These hot spots seem to have a stronger signal, and thus a wider range of accessibility than the typical wireless home network. In order to compare a particular Optimum hot spot with my own home network router, I decided to take some measurements. For Optimum, I chose the hot spot in Pancheros Mexican Grill at 691 U.S. Route 130, across from the big Trenton Post Office in Hamilton Township because I like the friendly service and the food there. The burritos and quesadillas are freshly made and filled with very fresh marinated and grilled meat and veggies.

Slightly technical part
The router there is somewhere in the rafters at about second floor level, a few feet in front of the serving counter, near the cash register. My own home network is powered by a Linksys router in the office of my second floor condo, also in Hamilton. I used my Gateway NV57H laptop running Windows 8 and a free wi-fi utility called iSSIDer, which lets a user compare a home network router to those of the neighbors, and suggests ways to optimize a network's relative signal strength. Such utilities that measure relative signal strength do not express it with a graphic display of the familiar set of bars and instead use the more precise, but somewhat confusing system of received signal strength indication (RSSI) as measured in decibels. These decibels are expressed as negative numbers for some technical reason, so for example, a signal of -25 decibels is stronger than one of -30.

I judged the distance outward from each router using two Google Maps satellite images approximately centered on mine and on the one in Pancheros, and that were zoomed in to show a distance scale of 10 meters. Using a mechanical drawing compass, I traced concentric circles with the reckoned location of each router at center, and with each radius representing an increase of 10m. Next, I took a 0m measurement with my laptop as close to each router as I could get. In the case of my router, I placed the laptop right on top of it, but in Pancheros I could only stand under the spot where the signal seemed strongest. After that I moved outward by 10m hops measuring the signal strength repeatedly and out to a distance of 70m. For the most part, I picked interval spots where my circles conveniently intersected parking space lines painted on the respective parking lots outside Pancheros and in front of my place.

The results
At zero horizontal meters distance from my router, and literally touching my laptop, the highest reading I could get was -25 decibels. There's no spot inside my tiny place that's 10m or more away from the router, so my subsequent readings were all taken downstairs, outside at ground level, and through the floor, and through at least one interior wall and one exterior wall.
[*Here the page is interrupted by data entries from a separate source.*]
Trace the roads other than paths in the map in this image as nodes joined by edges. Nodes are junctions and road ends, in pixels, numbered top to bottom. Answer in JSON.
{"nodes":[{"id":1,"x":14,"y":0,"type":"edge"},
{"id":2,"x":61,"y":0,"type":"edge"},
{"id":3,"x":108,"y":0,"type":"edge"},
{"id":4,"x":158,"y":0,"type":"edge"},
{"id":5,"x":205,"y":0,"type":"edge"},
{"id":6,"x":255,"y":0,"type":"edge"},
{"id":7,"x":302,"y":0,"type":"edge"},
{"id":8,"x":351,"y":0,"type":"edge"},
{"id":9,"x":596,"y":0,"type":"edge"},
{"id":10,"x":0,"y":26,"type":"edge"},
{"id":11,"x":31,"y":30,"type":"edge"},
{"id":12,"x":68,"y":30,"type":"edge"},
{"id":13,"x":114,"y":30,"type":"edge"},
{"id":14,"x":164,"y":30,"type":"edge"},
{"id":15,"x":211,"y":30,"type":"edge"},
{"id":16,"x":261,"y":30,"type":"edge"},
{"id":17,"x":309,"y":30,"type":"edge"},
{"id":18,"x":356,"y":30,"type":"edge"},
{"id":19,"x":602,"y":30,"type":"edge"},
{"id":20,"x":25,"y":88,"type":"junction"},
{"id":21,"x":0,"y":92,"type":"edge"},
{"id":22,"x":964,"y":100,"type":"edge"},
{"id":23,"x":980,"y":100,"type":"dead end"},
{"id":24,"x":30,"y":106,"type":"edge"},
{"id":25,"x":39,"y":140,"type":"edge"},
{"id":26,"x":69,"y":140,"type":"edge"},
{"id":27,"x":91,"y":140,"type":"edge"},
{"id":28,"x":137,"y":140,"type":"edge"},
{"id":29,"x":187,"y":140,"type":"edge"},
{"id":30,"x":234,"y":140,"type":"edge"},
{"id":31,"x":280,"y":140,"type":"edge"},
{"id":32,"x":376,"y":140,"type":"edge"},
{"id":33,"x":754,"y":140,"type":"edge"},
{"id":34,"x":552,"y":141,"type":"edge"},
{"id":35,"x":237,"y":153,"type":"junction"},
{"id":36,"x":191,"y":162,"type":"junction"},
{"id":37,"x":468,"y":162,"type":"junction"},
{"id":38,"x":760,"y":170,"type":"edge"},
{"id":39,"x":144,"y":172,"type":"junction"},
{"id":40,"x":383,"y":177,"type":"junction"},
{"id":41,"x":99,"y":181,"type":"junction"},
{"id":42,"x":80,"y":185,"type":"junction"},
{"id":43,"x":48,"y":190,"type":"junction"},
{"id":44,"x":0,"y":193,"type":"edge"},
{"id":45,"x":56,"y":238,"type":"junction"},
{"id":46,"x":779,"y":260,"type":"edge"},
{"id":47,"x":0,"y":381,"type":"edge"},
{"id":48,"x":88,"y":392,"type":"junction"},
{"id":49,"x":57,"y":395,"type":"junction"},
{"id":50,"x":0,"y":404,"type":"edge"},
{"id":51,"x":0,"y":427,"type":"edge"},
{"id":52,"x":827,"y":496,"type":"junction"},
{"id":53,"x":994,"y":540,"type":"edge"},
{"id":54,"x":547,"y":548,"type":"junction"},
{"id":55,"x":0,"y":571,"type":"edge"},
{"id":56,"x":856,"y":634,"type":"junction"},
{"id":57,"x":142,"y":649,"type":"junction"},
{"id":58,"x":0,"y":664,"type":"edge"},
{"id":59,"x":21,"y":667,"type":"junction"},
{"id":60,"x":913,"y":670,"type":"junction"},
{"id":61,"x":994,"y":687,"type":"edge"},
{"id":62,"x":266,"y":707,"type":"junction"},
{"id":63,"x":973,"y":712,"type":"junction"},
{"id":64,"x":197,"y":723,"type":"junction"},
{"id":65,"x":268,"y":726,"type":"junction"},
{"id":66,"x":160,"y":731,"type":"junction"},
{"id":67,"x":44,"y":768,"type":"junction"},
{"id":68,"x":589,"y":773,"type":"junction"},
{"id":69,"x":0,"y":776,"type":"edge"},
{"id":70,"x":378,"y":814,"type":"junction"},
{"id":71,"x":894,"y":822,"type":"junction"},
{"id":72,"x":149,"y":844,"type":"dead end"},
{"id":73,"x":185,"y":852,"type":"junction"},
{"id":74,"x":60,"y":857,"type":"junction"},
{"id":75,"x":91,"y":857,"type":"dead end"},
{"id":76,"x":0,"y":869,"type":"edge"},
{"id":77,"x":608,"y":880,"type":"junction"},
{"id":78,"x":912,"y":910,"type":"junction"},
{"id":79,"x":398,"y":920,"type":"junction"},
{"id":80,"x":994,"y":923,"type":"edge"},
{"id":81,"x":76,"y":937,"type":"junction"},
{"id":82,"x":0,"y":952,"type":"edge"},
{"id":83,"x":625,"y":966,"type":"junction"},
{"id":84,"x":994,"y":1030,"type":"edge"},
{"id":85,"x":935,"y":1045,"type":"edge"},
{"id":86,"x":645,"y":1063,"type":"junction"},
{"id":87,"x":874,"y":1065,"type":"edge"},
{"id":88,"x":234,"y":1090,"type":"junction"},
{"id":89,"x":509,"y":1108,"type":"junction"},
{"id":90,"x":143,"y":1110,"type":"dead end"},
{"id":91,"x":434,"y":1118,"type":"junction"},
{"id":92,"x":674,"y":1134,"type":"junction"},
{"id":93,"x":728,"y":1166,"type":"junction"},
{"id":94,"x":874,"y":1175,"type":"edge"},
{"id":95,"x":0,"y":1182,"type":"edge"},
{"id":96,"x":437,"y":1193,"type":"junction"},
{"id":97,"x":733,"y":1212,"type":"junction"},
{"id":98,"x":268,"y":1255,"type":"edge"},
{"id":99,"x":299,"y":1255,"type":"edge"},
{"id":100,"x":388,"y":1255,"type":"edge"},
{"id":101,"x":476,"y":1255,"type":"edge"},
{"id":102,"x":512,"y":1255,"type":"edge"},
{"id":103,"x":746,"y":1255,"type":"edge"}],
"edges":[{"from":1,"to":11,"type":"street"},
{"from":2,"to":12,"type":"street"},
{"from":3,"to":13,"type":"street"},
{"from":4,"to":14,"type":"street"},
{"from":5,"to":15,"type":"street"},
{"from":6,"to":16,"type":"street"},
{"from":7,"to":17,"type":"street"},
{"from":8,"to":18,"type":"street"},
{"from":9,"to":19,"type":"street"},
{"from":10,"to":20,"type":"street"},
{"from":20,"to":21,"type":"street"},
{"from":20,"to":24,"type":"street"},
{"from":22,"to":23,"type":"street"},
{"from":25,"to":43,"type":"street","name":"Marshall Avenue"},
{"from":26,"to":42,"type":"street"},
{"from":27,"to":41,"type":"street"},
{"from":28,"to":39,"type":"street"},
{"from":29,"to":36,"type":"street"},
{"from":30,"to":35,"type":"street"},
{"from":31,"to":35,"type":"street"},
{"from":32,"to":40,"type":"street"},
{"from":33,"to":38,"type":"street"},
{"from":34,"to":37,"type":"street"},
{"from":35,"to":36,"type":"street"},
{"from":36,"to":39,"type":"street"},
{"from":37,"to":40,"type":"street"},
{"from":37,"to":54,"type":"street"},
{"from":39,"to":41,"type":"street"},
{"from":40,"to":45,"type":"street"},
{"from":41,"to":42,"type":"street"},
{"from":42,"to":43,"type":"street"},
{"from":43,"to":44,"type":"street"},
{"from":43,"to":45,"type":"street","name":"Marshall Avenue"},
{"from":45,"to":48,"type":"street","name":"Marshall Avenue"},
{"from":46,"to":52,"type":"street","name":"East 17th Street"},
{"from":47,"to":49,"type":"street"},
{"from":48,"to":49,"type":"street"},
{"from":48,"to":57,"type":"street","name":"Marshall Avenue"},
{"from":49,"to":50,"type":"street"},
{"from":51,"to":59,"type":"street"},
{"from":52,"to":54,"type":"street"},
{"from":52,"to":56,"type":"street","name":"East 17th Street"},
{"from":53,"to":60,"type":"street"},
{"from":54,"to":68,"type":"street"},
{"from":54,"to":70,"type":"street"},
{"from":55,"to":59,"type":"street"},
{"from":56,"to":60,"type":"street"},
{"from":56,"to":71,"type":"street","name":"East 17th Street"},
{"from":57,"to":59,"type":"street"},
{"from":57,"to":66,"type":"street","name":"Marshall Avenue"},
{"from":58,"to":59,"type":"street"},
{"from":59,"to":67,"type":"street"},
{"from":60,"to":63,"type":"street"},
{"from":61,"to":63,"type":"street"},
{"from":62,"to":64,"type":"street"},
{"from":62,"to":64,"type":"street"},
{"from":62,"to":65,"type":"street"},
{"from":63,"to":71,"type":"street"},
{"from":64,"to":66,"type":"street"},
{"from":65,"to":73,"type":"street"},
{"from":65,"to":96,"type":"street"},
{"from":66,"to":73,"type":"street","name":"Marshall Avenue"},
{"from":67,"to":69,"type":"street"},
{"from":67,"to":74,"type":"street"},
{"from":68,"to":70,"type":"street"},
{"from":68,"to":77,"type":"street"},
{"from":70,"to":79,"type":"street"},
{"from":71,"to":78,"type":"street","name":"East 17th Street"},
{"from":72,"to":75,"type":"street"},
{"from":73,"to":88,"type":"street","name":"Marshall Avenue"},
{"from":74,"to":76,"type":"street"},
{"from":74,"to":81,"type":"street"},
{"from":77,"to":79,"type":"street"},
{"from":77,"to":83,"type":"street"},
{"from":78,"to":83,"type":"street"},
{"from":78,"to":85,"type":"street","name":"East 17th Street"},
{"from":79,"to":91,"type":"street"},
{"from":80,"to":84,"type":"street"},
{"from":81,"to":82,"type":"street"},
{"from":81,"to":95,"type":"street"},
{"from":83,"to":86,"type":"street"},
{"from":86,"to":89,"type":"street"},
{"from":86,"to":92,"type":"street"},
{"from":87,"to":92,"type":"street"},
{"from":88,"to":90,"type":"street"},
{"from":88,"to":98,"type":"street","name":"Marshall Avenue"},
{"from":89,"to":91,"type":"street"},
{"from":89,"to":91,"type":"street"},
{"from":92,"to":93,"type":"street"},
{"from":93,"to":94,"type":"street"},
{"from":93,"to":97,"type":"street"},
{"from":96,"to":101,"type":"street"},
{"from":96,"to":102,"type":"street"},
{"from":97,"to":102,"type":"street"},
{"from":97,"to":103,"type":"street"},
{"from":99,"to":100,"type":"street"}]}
As you can see from the table, the results are quite linear-- the further away from the router, the lower the reading. Not so with the router in Pancheros. Results from there are only sort of linear. For example, at 30m and at 50m, the subsequent readings were higher in each case instead of lower. But once outside, the Pancheros readings all show higher signal strength than for those for my own router.

The data from the Optimum wi-fi hot spot at Pancheros taken outside the store are all 30 or 40 decibels stronger than those at the same distances from my router. It's hard to dispute that the Optimum hot spot has a stronger signal, except when the intervening materials are considered. Outside Pancheros, the signal only passes through a single pane of glass, plus a concrete pillar in some cases. Perhaps this study merits another try with a different Optimum hot spot.